In a previous post, we talked about types of Big Data. However, another way to look at big data and define it is by looking at the characteristics of Big Data. In other words, what helps to identify makes Big Data as data that is big.
This post will explain the 6 main characteristics of Big Data. These characteristics are often known as the V’s of Big Data. They are as follows
Volume has to do with the size of the data. It is hard to comprehend how volume is measured in computer science when it comes to memory for many people. Most of the computers that the average person uses works in the range of gigabytes. For example, a dvd will hold about 5 gigabytes of data.
It is now becoming more and more common to find people with terabytes of storage. A terabyte is 1,000 gigabytes! This is enough memory to hold 500 dvds worth of data. The next step up is petabytes which is 1000 terabytes or 5,000,000 dvds.
Big data involves data that is large as in the examples above. Such massive amounts of data called on new ways of analysis.

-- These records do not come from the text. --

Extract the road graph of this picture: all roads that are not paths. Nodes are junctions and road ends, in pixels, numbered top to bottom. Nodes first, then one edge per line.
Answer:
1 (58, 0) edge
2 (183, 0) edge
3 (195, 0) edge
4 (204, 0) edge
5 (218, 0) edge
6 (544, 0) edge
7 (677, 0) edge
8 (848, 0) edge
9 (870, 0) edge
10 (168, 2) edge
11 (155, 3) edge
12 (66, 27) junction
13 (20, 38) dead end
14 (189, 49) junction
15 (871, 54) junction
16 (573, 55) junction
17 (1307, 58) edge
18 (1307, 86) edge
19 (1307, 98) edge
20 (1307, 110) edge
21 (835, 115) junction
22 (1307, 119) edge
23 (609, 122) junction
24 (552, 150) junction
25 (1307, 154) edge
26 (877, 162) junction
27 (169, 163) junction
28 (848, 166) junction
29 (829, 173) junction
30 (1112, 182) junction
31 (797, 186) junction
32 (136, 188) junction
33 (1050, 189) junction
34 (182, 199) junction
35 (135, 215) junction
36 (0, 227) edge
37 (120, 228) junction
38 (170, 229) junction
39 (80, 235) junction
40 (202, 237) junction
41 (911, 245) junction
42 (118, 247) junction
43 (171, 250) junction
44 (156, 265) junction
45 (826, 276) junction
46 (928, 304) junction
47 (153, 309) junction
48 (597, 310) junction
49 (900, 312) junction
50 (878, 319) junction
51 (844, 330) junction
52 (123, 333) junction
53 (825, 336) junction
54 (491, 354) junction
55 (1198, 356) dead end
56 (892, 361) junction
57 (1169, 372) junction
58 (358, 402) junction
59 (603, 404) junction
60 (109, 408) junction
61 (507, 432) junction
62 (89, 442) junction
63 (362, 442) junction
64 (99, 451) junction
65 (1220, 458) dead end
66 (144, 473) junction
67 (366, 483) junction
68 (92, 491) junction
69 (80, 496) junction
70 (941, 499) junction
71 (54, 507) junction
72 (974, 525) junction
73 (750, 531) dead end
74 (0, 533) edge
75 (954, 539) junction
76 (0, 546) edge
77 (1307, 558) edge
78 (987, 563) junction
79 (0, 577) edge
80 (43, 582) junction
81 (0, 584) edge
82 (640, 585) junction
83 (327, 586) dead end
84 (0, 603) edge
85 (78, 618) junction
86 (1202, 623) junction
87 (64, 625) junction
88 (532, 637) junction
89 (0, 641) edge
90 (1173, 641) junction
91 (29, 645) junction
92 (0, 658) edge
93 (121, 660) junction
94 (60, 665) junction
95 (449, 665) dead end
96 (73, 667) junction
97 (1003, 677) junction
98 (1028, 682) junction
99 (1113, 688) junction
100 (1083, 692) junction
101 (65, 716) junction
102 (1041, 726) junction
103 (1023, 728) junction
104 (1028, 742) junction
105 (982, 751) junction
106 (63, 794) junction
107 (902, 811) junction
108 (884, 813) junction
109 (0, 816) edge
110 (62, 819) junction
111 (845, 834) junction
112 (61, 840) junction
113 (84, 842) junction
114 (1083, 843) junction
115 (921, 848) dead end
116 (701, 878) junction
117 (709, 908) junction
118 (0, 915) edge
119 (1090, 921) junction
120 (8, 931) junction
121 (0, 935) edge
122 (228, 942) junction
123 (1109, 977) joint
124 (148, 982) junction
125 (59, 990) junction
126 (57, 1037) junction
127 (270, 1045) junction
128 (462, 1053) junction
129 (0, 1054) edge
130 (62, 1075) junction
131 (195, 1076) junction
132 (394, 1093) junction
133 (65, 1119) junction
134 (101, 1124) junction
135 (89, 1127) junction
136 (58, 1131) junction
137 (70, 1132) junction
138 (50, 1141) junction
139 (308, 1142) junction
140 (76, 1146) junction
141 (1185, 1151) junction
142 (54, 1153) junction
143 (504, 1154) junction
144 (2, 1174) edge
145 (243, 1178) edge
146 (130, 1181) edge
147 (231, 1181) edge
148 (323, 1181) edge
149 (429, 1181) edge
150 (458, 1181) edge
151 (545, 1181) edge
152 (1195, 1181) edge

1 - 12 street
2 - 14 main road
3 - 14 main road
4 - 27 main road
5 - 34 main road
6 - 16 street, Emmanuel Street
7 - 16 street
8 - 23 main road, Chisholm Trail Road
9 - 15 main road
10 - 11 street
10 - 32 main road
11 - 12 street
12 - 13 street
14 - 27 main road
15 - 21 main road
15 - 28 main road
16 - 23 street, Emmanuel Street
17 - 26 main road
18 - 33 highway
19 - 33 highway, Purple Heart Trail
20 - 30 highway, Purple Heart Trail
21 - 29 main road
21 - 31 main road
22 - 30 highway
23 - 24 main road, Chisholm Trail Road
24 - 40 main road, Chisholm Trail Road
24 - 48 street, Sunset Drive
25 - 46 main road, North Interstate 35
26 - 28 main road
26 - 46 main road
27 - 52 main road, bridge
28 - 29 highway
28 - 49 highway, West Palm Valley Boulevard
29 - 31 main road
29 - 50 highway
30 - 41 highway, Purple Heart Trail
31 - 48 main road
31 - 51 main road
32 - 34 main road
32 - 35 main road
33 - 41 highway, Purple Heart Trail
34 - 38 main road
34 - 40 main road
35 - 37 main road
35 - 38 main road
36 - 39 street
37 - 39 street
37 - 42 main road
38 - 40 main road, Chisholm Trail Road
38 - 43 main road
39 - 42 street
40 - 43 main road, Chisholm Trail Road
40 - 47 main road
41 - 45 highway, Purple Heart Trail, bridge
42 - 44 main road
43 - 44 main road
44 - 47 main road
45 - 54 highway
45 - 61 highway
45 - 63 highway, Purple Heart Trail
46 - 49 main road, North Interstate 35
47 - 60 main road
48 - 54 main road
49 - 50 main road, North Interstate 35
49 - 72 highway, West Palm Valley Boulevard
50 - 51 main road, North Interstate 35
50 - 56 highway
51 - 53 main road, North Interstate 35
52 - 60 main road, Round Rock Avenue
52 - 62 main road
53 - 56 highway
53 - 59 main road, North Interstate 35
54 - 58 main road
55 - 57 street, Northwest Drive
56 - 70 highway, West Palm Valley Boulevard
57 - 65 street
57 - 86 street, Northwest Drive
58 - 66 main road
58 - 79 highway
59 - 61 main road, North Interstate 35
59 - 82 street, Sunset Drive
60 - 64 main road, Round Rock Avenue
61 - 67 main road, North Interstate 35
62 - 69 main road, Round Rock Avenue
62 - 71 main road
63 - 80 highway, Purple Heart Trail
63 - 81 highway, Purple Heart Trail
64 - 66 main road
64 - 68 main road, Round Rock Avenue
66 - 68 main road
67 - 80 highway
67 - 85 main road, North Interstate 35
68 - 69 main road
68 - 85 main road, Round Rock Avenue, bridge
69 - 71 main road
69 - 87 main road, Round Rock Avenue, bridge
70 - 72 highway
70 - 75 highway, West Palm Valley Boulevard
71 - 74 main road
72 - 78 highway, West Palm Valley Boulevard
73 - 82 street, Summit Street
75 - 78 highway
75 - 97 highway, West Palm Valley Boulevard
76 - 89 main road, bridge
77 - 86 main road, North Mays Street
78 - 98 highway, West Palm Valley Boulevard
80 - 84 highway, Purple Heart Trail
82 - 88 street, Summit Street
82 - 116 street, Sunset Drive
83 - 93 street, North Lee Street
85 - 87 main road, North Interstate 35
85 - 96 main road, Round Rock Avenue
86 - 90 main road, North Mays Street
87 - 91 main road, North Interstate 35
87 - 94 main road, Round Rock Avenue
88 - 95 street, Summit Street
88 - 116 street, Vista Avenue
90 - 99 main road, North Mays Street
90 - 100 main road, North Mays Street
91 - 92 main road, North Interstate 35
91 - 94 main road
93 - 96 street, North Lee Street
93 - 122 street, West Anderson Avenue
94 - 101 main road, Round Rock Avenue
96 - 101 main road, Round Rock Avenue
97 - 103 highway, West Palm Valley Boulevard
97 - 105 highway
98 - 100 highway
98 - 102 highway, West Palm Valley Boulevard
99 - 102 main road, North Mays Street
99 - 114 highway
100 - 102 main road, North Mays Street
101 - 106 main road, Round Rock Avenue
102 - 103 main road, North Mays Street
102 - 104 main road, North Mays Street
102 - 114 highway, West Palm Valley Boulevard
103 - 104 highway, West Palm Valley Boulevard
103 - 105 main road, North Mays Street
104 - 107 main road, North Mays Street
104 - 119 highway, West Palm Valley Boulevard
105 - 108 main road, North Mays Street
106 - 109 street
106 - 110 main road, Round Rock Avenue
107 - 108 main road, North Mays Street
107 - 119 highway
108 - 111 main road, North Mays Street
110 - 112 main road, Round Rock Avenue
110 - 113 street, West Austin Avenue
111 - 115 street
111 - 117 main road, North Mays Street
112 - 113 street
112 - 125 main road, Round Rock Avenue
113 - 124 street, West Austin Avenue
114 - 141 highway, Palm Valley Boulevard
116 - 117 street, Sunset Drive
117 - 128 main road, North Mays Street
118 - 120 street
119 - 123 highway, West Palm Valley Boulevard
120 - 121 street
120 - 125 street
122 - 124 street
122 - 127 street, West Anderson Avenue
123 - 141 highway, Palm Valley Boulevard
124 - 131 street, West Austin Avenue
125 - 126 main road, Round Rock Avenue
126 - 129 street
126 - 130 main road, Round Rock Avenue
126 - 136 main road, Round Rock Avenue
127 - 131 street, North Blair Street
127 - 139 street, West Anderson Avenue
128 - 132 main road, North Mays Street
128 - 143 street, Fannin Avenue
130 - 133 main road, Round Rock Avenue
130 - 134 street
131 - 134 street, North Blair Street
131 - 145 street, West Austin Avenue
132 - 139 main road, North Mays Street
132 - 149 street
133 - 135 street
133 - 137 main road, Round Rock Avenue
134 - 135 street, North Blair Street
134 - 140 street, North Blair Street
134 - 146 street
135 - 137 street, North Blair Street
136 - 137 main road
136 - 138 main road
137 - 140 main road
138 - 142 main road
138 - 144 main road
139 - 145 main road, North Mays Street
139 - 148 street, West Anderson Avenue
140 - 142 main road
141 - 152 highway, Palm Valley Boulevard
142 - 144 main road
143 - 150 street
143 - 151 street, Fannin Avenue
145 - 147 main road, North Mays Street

Variety is another term for complexity. Big data can be highly or lowly complex. There was a previous post about structured and unstructured data that we won’t repeat here. The point is that these various levels of complexity make analysis highly difficult because of the tremendous amount of data mugging or cleaning of the data that is often necessary.
Velocity is the speed at which big data is created, stored, and or analyzed. Two approaches to processing data are batch and real-time. Batch processing involves collecting and cleaning the data in “batches” for processing. It is necessary to wait for all the “batches” to come in before making a decision. As such this is a slow process.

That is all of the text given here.